Самое удивительное, что, когда, одевшись, я вошла в комнату мамы — она крепко спала, из ее бледного полуоткрытого рта стекала на подушку желтоватая слюнка… Неужели она так быстро заснула? Или я одевалась слишком долго? А может быть, у нас с Филипповым была слуховая галлюцинация?… Ой.
Но теперь мне будет сложно встречаться с ним — или нет?…»
27
Капало и капало, моросило и моросило, Филиппов сидел у себя в кухне, перед печатной машинкой и курил. Только что уехала от него Неля — и все с ней получилось без всяких осечек, должным образом. Неужели и в самом деле так подействовал вредный звоночек матери Анны? Или — он нахмурился — или незадолго до своей смерти заговорила его огненная Елизавета, что, если он даже и влюбится в кого-нибудь, то окажется бессильным, а без любви — пожалуйста?
В стекло капало и капало. И стекали, стекали, стекали вялые струйки дождя. Мерзкая погода. И тесть мерзкий. Оказывается, он возвращался домой только на три недели. Я, сказал, получил письмишко, в котором некая мадам сообщает мне, что у Аглаи есть молодой любовник. Это было, скорее, приятно мне, чем наоборот. Скажу так — даже польстило. И я решил, нужно ей съездить в пансионат, от меня, старика, отдохнуть. Хочет — пусть с ним, хочет — одна. И тесть так посмотрел на Володю, что у того точно жаба за шиворот прыгнула — брр, греховодник, шакал, волк, неужели догадался? Вчера Аглая вернулась и сразу тесть исчез из бункера, как дорогой экспонат из плохо охраняемого музея. Теперь уже вряд ли вернется. Полный провал…

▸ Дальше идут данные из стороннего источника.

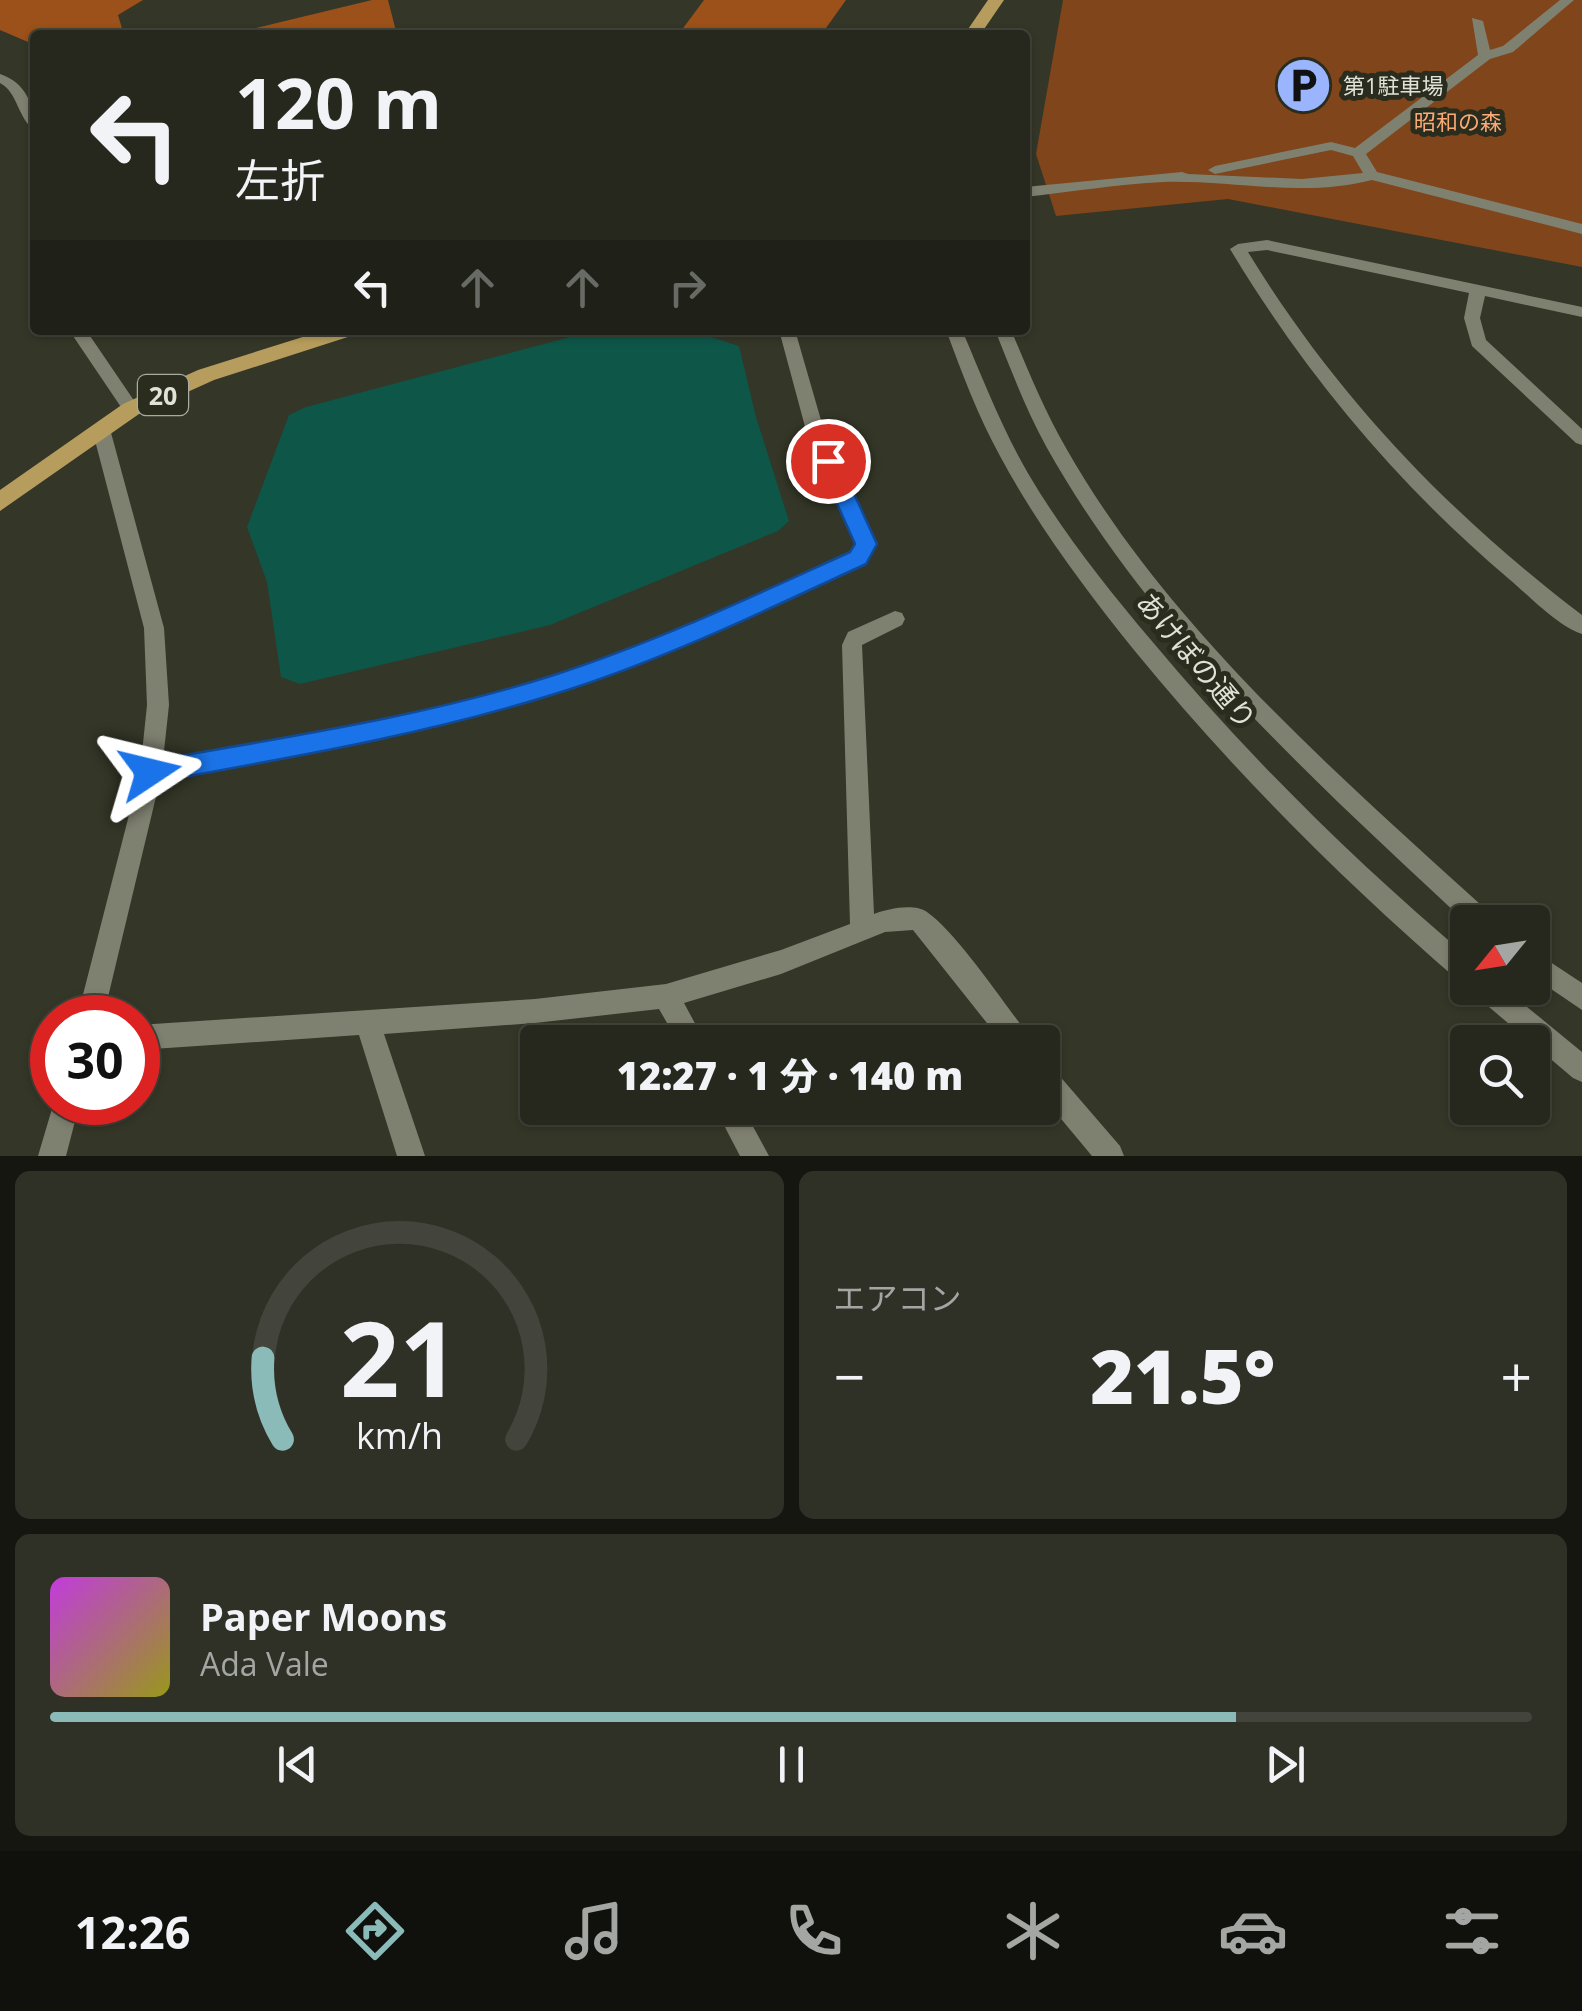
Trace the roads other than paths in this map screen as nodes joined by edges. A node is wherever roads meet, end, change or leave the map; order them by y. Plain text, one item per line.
1 (996, 0) edge
2 (1568, 0) edge
3 (1477, 21) dead end
4 (975, 30) edge
5 (1485, 56) junction
6 (0, 78) edge
7 (30, 116) edge
8 (1358, 153) junction
9 (1372, 175) junction
10 (1170, 178) junction
11 (1030, 192) edge
12 (1582, 229) edge
13 (1478, 290) junction
14 (1582, 312) edge
15 (80, 335) edge
16 (331, 335) edge
17 (788, 335) edge
18 (956, 335) edge
19 (1005, 335) edge
20 (131, 410) junction
21 (100, 429) junction
22 (1582, 439) edge
23 (0, 502) edge
24 (896, 619) dead end
25 (1582, 626) edge
26 (150, 772) junction
27 (1464, 905) edge
28 (862, 930) junction
29 (1450, 956) edge
30 (1550, 974) edge
31 (96, 995) edge
32 (666, 996) junction
33 (1582, 998) edge
34 (1506, 1005) edge
35 (368, 1023) junction
36 (682, 1025) edge
37 (1005, 1025) edge
38 (160, 1037) edge
39 (1582, 1068) edge
40 (1060, 1096) edge
41 (61, 1125) edge
42 (737, 1125) edge
43 (52, 1156) edge
44 (411, 1156) edge
45 (754, 1156) edge
46 (1110, 1156) edge

1 - 4 main road
2 - 5 street
3 - 5 street
5 - 8 street
6 - 7 street
8 - 9 street
8 - 10 street
9 - 10 street
9 - 12 street
10 - 11 street
13 - 14 street
13 - 22 street
13 - 25 street
15 - 20 street
16 - 20 main road, 20
17 - 26 street
18 - 29 street, あけぼの通り
19 - 27 street, あけぼの通り
20 - 21 main road, 20
21 - 23 main road, 20
21 - 26 street
24 - 28 street
26 - 31 street
28 - 32 street
28 - 37 street
30 - 33 street
32 - 35 street
32 - 36 street
34 - 39 street
35 - 38 street
35 - 44 street
40 - 46 street
41 - 43 street
42 - 45 street

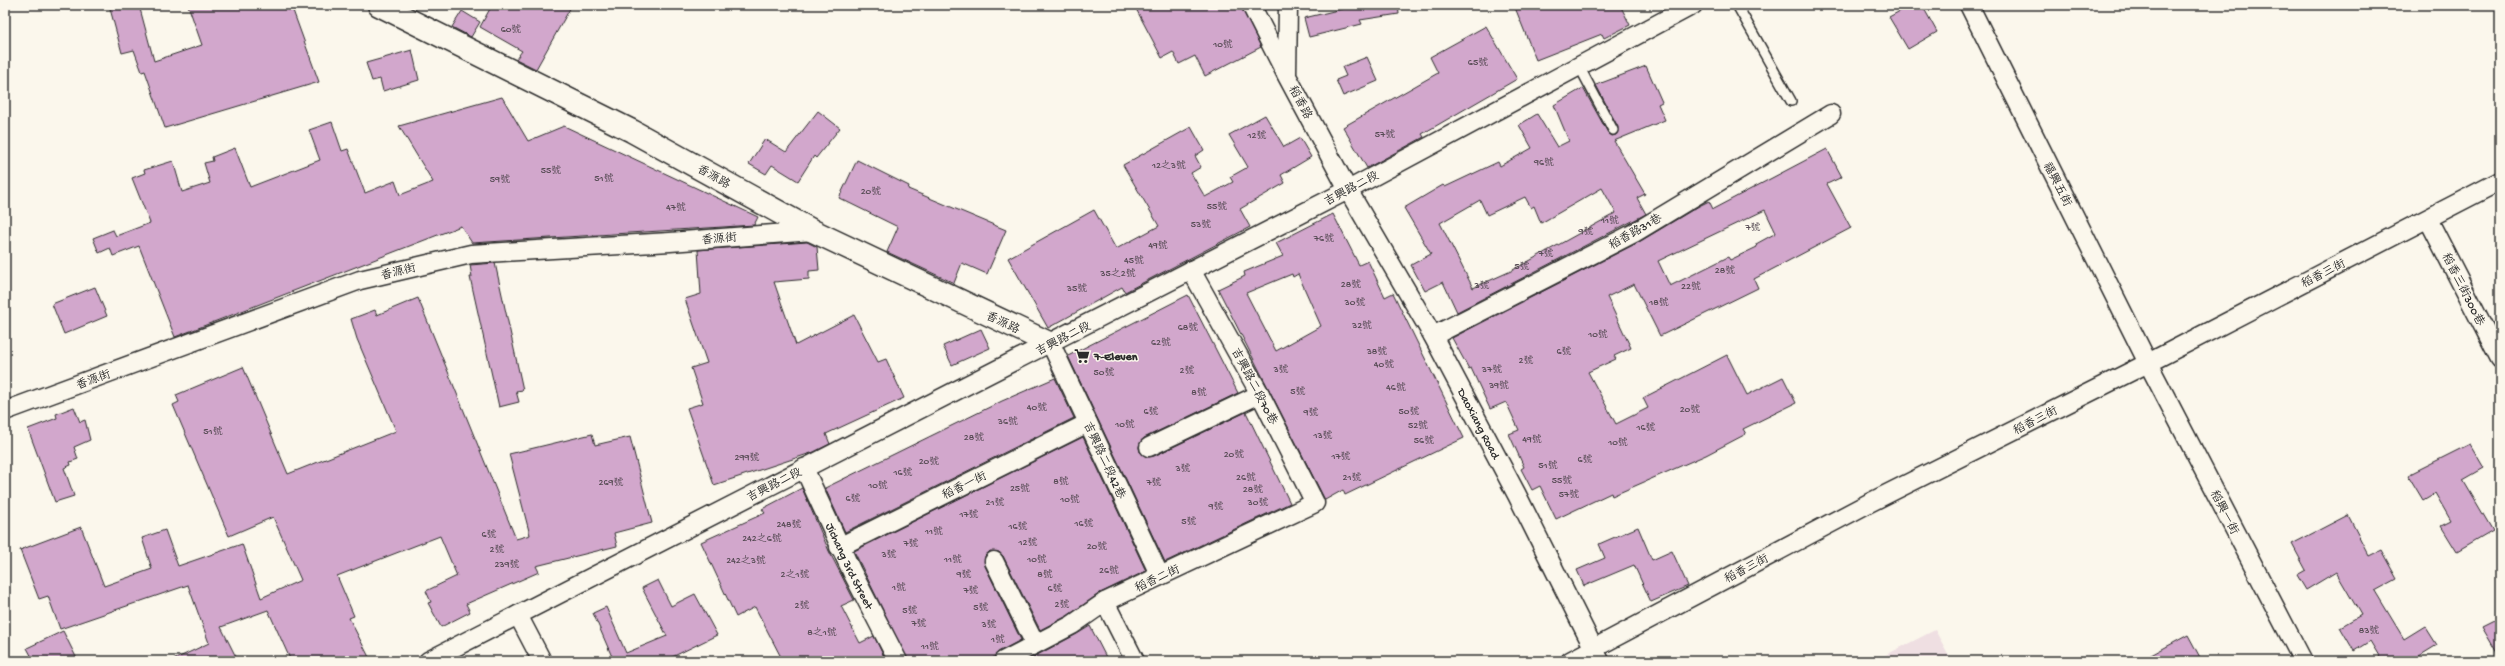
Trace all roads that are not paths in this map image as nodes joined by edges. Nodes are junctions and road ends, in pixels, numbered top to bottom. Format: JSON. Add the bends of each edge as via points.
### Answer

И этот идиот Прамчук-младший тоже натворил дел. Не дала Люба ему согласия на развод, он возьми да ей и пригрози: не дашь, с помощью отца отберу у тебя дочку и спрячу, не найдешь! Обезумевшая Любашка написала заявление в милицию. Оттуда сигнализировали Филиппову. А он, простите, тут при чем? Но с милицией лучше не ссориться — пообещал им уладить конфликт в семье.